A few minutes ago Sheila was carrying the commemorative green Duckworld Bouncy Playland cup with matching crazy straw. She was tired of carrying it. She has attempted to get her mom to carry it 15 times, but Mom had been adamant, she was carrying her cup herself. She had carried it through two train transfers in busy and hot tunnels where all the huge grownups crowded down on her and only her Mom’s hand had kept her going the right direction. After all of that they had emerged onto a sunny and clear street. Sheila had walked over to a tall trash can and circled it looking for the hole. Eventually her mother pointed to the top and she pitched the cup in.
She turned away, took three steps, and panicked. A few moments later her mother was trying to reach down into the trash to retrieve the cup as she pleaded for her mom to somehow make it reappear. Her mother, unable to reach the cup, eventually took her hand and lead her away.
Now she is walking down the street, the crying calmed to the point of speech being possible. “Why did I do that?” she begs the wall, the ground, her mom. She rounds on her mom. “Why didn’t you stop me?” “I didn’t know what you were doing,” her mom replies, shrugging the shoulder attached to the hand that is holding Sheila’s hand. Sheila says it over and over again: “Why did I do that?”
Sheila is six, and now knows that she can betray herself.
From my archive: Notes on LA, circa 1997
“Precious and few are the moments that you and your own worst enemy share.” -TMBG
I was born in a city made of alien’s dreams. LA is fabricated out of the wild ideas of her immigrants. The streets are littered with dream fragments, dream dust, hope detritus. When you spend your childhood sliding between the bitter remains of so many grownup’s visions you don’t learn to dream for yourself.

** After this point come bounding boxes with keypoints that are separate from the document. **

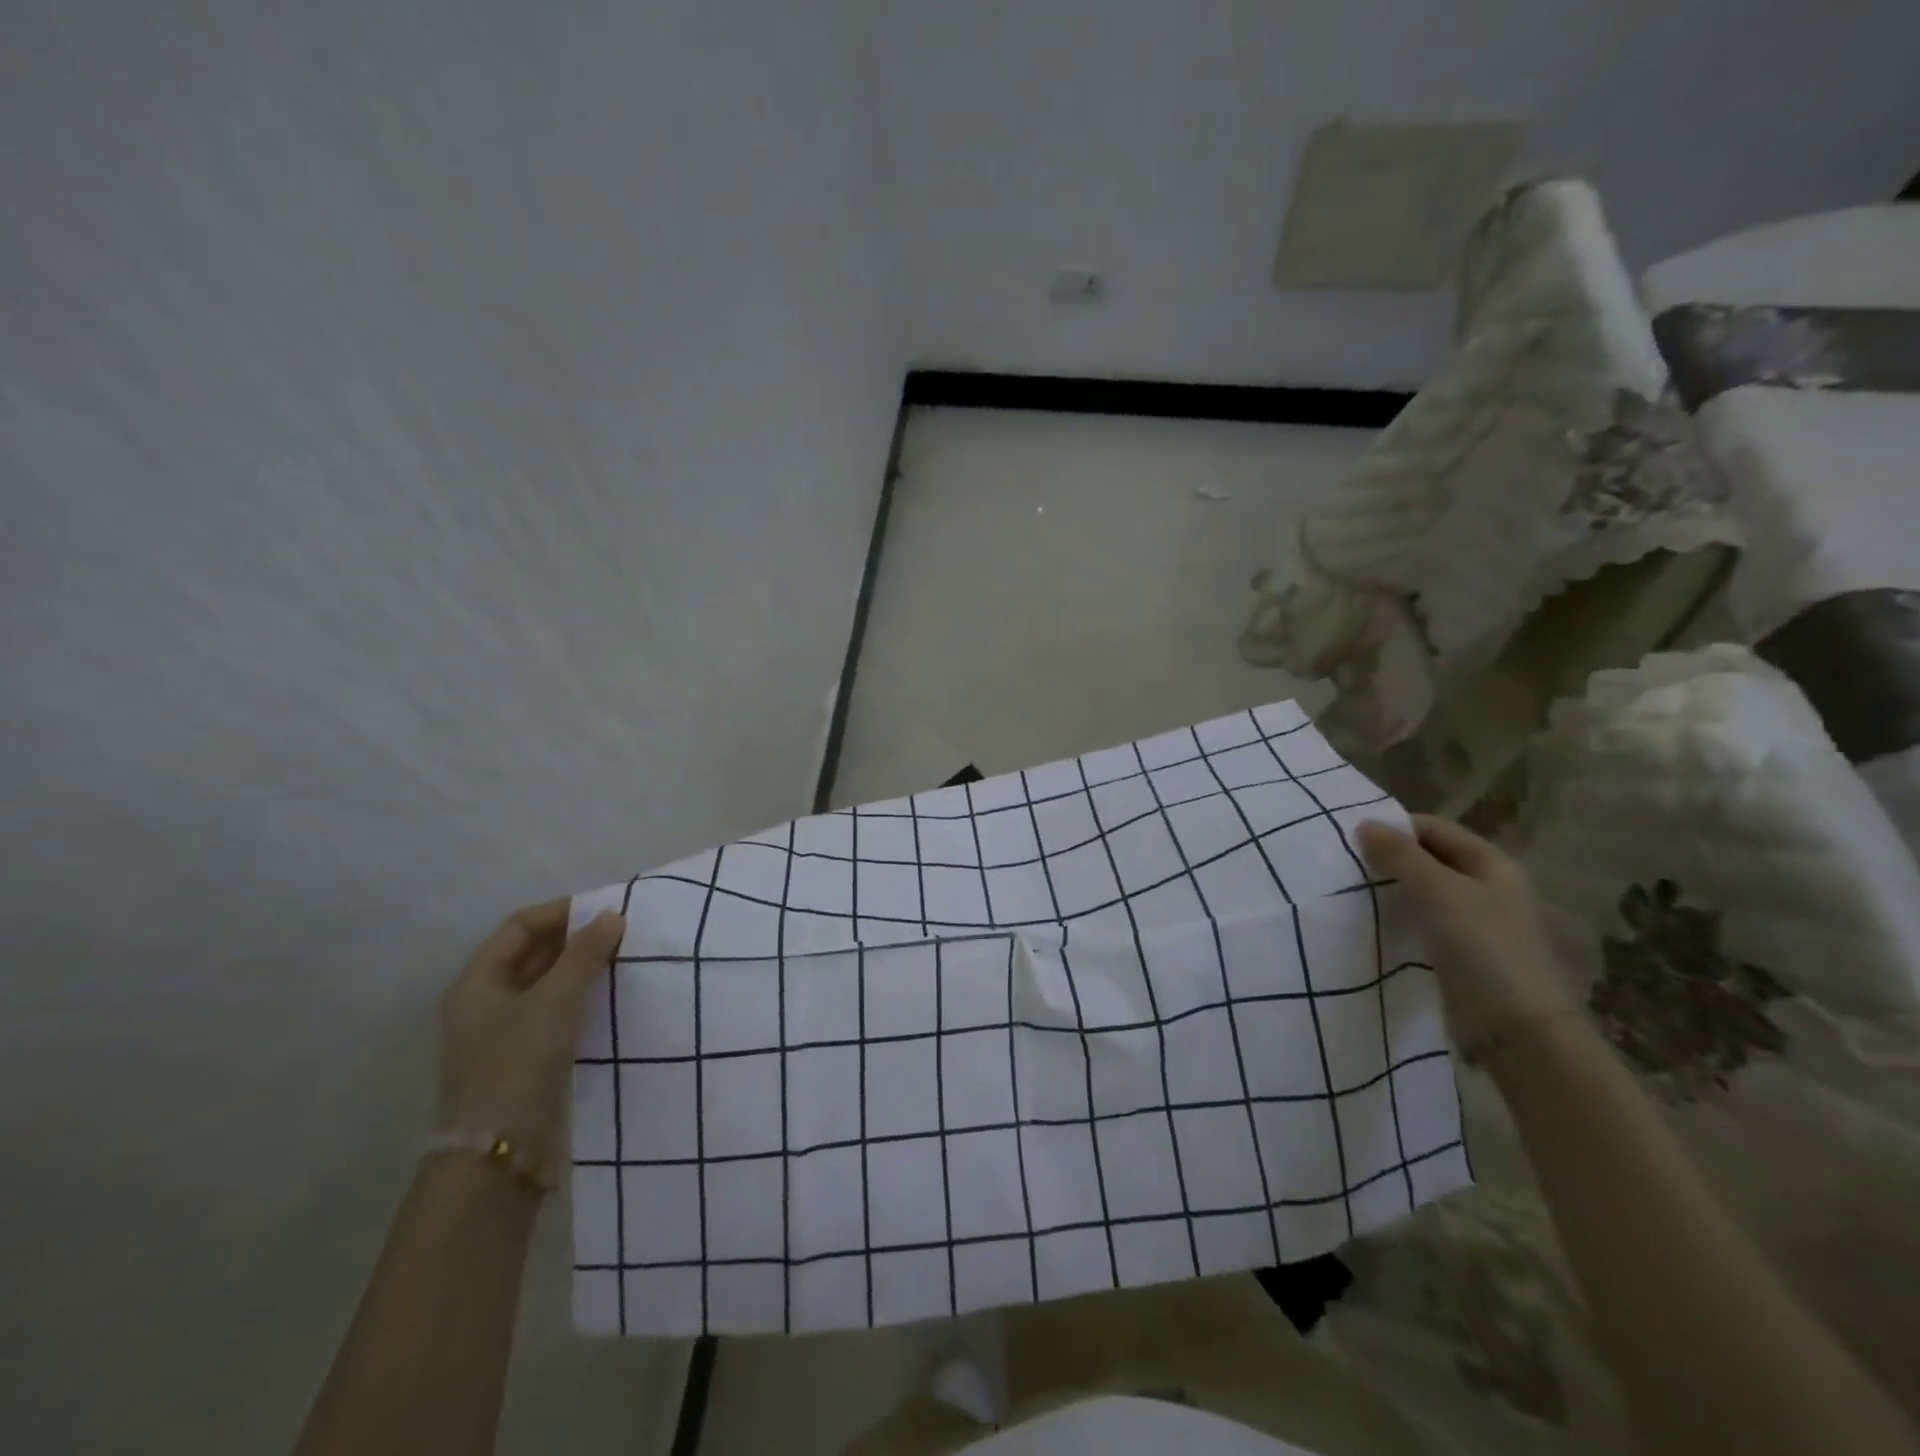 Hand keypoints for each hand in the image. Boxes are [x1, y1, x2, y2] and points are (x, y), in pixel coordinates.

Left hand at [436, 901, 625, 1183]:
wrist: (500, 1153)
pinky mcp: (526, 1058)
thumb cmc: (519, 1062)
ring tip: (625, 960)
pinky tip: (613, 998)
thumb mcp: (556, 999)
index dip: (562, 912)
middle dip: (576, 939)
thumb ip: (586, 953)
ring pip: (548, 984)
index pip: (520, 926)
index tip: (607, 909)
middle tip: (623, 932)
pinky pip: (557, 1012)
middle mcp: (485, 1002)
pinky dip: (583, 998)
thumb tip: (613, 914)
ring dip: (582, 969)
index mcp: (477, 982)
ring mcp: (505, 1033)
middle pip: (533, 954)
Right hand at [1356, 815, 1574, 1052]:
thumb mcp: (1440, 894)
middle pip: (1428, 859)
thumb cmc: (1485, 950)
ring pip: (1421, 892)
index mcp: (1492, 865)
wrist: (1519, 1033)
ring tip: (1349, 891)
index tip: (1350, 838)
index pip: (1434, 829)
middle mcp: (1485, 888)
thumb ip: (1401, 857)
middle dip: (1388, 858)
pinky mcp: (1458, 954)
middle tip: (1344, 865)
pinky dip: (1396, 918)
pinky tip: (1369, 923)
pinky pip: (1420, 922)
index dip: (1395, 828)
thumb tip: (1363, 824)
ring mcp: (1473, 923)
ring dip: (1389, 889)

Hope is a quality that one conceals. You have to go somewhere else to learn to dream. It is vital for the children of LA to leave, and they do in droves. But it is also important to take the essence of it in you, you will anyway, and fighting it just makes the exodus longer and lonelier.
I have lived in self-imposed exile from my hometown for a few years now. I miss my beaches. I miss the continual crush of life. I even miss the dead and dying dreams of the Midwest. It’s easy to avoid homesickness though, thinking of the reasons I left. The worst part of LA is easily enough. It’s the worst part of California in general, it’s the palm trees. Ratty little worthless things that don’t serve a purpose under heaven but to look bad and sway dangerously when the Santa Anas blow. They don’t even have the decency to cast shade anyone can use. They occupy space, they smell like nothing, they have no fruit or flowers and they are everywhere. I hate them, I hate the hours I have had to stare at them while stuck in traffic, which is the second worst thing about California in general and LA in specific. You haven’t done traffic until you’ve come across the mouth of the valley at 2:30 in the morning and been utterly and totally packed in like a parking lot for no reason anyone can divine. it would just appear that everyone as one decided to stop moving.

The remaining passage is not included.